* [WHAT YOU WILL DO]
All lines in the material below that hold "canvas" should be found and copied.

* [EXTRACTED ENTRIES]
*** Block opens ***
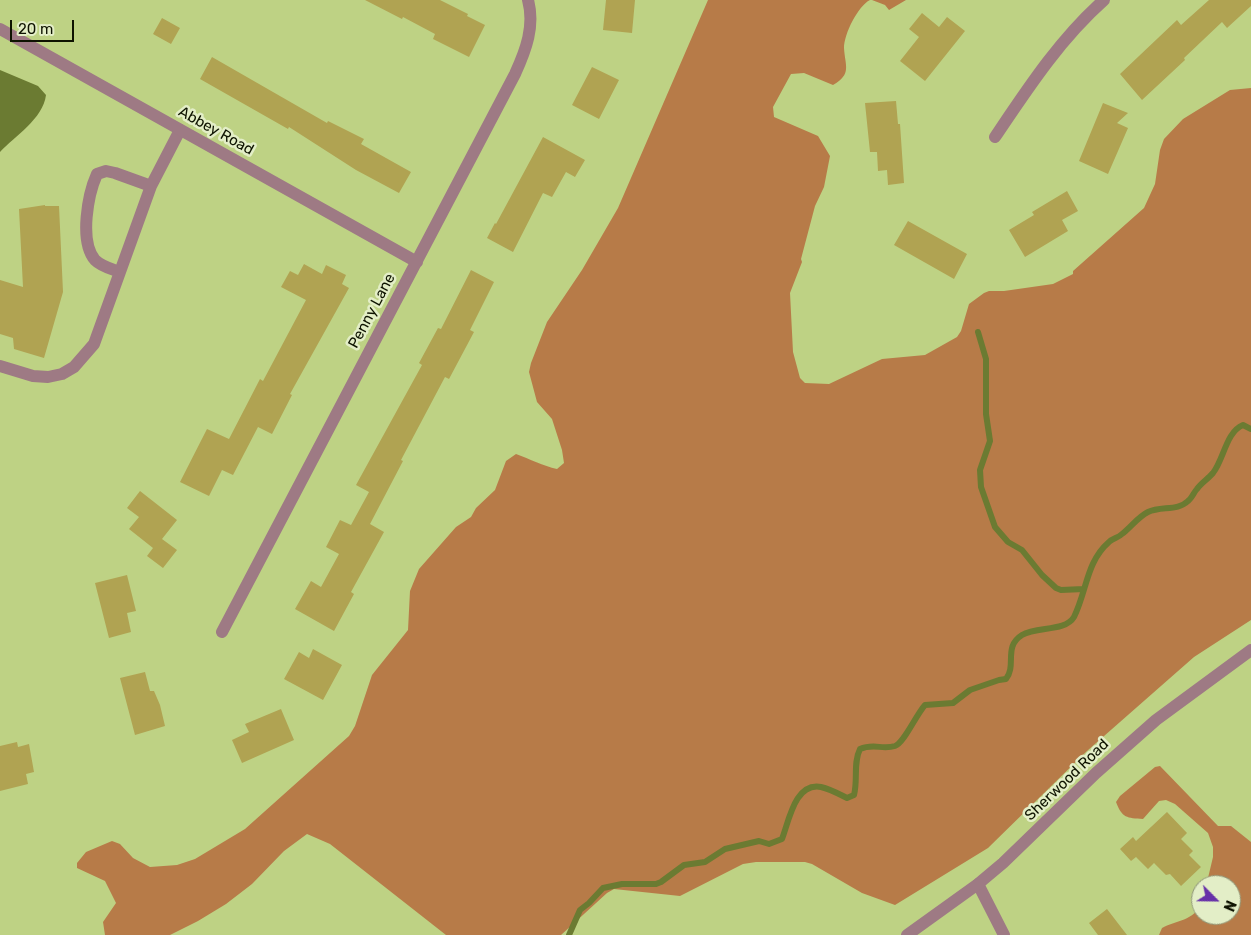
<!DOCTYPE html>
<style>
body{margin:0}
#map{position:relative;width:1251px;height:935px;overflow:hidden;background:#bed284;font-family:Rubik,sans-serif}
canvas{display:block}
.north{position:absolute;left:1191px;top:875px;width:50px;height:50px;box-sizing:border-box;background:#e3eec7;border:1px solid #8e9677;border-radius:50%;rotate:113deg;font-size:14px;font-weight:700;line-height:20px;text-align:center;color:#0e1300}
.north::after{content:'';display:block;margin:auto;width:18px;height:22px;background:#6731a8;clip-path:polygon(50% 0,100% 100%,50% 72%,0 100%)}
.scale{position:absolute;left:10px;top:20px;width:64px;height:22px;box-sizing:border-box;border:2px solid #0e1300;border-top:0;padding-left:6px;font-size:15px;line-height:18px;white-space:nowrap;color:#0e1300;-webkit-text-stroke:4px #e3eec7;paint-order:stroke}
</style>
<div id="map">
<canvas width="1251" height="935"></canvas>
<div class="north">N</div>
<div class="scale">20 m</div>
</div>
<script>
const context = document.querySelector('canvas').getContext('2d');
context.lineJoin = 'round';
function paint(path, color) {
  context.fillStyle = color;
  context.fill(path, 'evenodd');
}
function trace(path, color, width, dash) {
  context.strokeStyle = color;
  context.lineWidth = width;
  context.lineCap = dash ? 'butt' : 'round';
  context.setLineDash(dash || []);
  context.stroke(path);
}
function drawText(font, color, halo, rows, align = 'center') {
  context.font = font + ' Rubik,sans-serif';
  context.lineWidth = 5;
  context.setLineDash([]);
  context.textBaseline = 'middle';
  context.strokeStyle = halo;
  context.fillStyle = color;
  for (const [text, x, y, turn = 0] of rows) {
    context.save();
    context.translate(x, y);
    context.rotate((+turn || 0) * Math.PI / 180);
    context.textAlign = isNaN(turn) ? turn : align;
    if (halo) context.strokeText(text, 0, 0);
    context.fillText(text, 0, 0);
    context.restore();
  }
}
paint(new Path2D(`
 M 708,0 L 870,0 C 858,6 844,34 844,48 C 845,66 852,74 833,85 L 804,73 L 791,74 L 773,107 L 774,117 L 818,136 L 830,156 L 824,187 L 815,206 L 801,259 L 802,262 L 790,293 L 793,352 L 800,378 L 805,383 L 829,384 L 882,359 L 925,355 L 957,337 L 961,331 L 969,304 L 984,293 L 989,291 L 1004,291 L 1053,284 L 1073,274 L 1073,271 L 1144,208 L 1155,184 L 1160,150 L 1164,139 L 1183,119 L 1230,90 L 1251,88 L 1251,620 L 1194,657 L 1087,751 L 988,848 L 895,905 L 862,893 L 812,864 L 805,862 L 756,862 L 743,864 L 680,896 L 614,889 L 607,893 L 561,935 L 446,935 L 330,844 L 307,834 L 284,851 L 252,884 L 226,904 L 198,921 L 170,935 L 105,935 L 103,922 L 116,903 L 105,881 L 77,868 L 77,863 L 86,852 L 112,841 L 120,844 L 133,858 L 150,867 L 177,865 L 195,859 L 245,829 L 349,736 L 355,726 L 372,675 L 408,630 L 410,591 L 419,569 L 456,527 L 471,517 L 476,508 L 495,490 L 506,461 L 516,454 C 530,459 543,466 557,469 L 564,463 L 562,450 L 552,419 L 537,402 L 529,372 L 531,363 L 547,322 L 582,270 L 618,208 Z
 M 872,0 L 906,0 L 889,10 L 885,5 Z
 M 1160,766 L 1218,826 L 1231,826 L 1251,842 L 1251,935 L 1159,935 L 1162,928 C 1175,921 1195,920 1201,904 L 1201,915 L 1231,915 L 1231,885 L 1208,885 L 1208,878 L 1213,857 L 1213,847 L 1208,833 L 1175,804 L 1166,800 L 1159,801 L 1143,819 C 1127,818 1122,818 1116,802 L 1120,796 L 1155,767 Z`), '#b77b48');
paint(new Path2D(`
 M 0,70 L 38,86 L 46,95 C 43,119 15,136 0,152 Z`), '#6b7b32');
trace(new Path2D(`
 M 978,332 L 986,359 L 986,414 L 990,441 L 980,470 L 981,487 L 995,527 L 1008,542 L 1022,550 L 1042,575 L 1056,588 L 1061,590 L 1084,589
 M 569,935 L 580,910 L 589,903 L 603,888 L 622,884 L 656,884 L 661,882 L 684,865 L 705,862 L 725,849 L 759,841 L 769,844 L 782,839 C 789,821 795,782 821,787 C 830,789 839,794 847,798 L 854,795 C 858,780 853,763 860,749 C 874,743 882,750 895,746 C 904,743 916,715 925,705 L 953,703 L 970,690 L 999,680 L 1006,679 C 1017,665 1003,647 1022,635 C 1037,626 1065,632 1074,617 C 1087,591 1086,562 1109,542 C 1113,538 1118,538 1122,534 C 1131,527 1138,517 1148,512 C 1161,506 1178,511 1188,501 C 1192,498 1194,492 1197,489 C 1201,483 1208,479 1213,473 C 1224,459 1226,432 1243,425 L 1251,429`), '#6b7b32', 6);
paint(new Path2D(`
 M 365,0 L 440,0 L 468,14 L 467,16 L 485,25 L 469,57 L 433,39 L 435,34 L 403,17 L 402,19 Z
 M 606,0 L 635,0 L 632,33 L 603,30 Z
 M 1209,0 L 1251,0 L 1251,6 L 1227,28 L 1222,22 L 1184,58 L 1185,60 L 1142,100 L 1120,74 L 1177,20 L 1181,25 Z
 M 922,13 L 939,27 L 947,17 L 965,31 L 925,81 L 900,61 L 919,37 L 909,29 Z
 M 162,18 L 180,28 L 171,44 L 153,34 Z
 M 212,57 L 327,123 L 328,121 L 364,139 L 361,144 L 411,172 L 399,193 L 356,170 L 289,127 L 288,129 L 200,79 Z
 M 592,67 L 619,80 L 599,119 L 572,105 Z
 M 896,101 L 898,124 L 900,124 L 904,183 L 888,185 L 887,170 L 878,171 L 877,152 L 870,152 L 865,103 Z
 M 1103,103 L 1128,113 L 1117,123 L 1128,128 L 1108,174 L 1079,161 Z
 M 543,137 L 585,160 L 575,177 L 566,172 L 552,197 L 543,193 L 513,252 L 487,238 L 495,223 L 496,224 Z
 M 1067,191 L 1078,211 L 1062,220 L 1068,231 L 1025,257 L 1009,230 L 1034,215 L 1032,212 Z
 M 45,205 L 45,206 L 59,206 L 63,292 L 44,358 L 14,349 L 13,338 L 0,334 L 0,280 L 23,287 L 19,209 Z
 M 908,221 L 967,254 L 954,279 L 894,245 Z
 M 304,264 L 322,274 L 326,265 L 346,275 L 342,284 L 349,288 L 290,394 L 292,395 L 272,434 L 258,427 L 233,475 L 222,470 L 209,496 L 180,482 L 207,429 L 229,439 L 260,379 L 263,381 L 306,300 L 281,287 L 290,271 L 298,275 Z
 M 471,270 L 494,282 L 470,330 L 474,332 L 449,379 L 445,377 L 401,460 L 403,461 L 370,524 L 384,532 L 351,592 L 354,594 L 334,631 L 295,609 L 311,581 L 321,587 L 339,554 L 326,547 L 340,520 L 351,525 L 369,492 L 356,485 L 422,365 L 419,363 L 438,328 L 441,329 Z
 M 140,491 L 177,520 L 162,539 L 177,550 L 163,568 L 147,556 L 153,548 L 129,529 L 139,517 L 127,508 Z
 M 127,575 L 136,611 L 127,613 L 131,632 L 109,638 L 95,583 Z
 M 313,649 L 342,665 L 323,700 L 284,679 L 299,652 L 309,658 Z
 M 145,672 L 150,691 L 154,691 L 160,705 L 165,726 L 135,735 L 120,678 Z
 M 281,709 L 294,740 L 242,763 L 232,740 L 249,732 L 245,724 Z
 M 17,742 L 18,747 L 29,744 L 34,772 L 26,774 L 28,784 L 0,791 L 0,746 Z
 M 1167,812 L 1187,833 L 1181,839 L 1193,851 L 1189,855 L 1201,867 L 1181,886 L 1170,874 L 1166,875 L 1154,863 L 1148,869 L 1136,857 L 1131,861 L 1120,849 L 1133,837 L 1136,841 Z
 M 1107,909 L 1127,935 L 1098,935 L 1089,923 Z`), '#b0a352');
trace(new Path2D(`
 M 120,272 C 112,269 102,267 95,260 C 79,241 88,194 97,174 L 106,171 L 115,173 L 151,186
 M 0,366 L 33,376 L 48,377 L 62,374 L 74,367 L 94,344 L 151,186 L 180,130
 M 978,884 L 1004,935`), '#9e7a84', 12);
trace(new Path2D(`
 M 0,29 L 417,262
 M 995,137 C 1028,88 1060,39 1104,0
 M 222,632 L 515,74 C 526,50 535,26 528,0
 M 907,935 L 978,884 L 1003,863 L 1096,773 L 1156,720 L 1251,650`), '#9e7a84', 12);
drawText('15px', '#0e1300', '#e3eec7', [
 ["Abbey Road",216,131,29],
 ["Penny Lane",372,311,-62],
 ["Sherwood Road",1067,780,-44]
]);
</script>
*** Block closes ***
* [ANSWER TO THIS EXERCISE]
canvas{display:block}
<canvas width="1251" height="935"></canvas>
const context = document.querySelector('canvas').getContext('2d');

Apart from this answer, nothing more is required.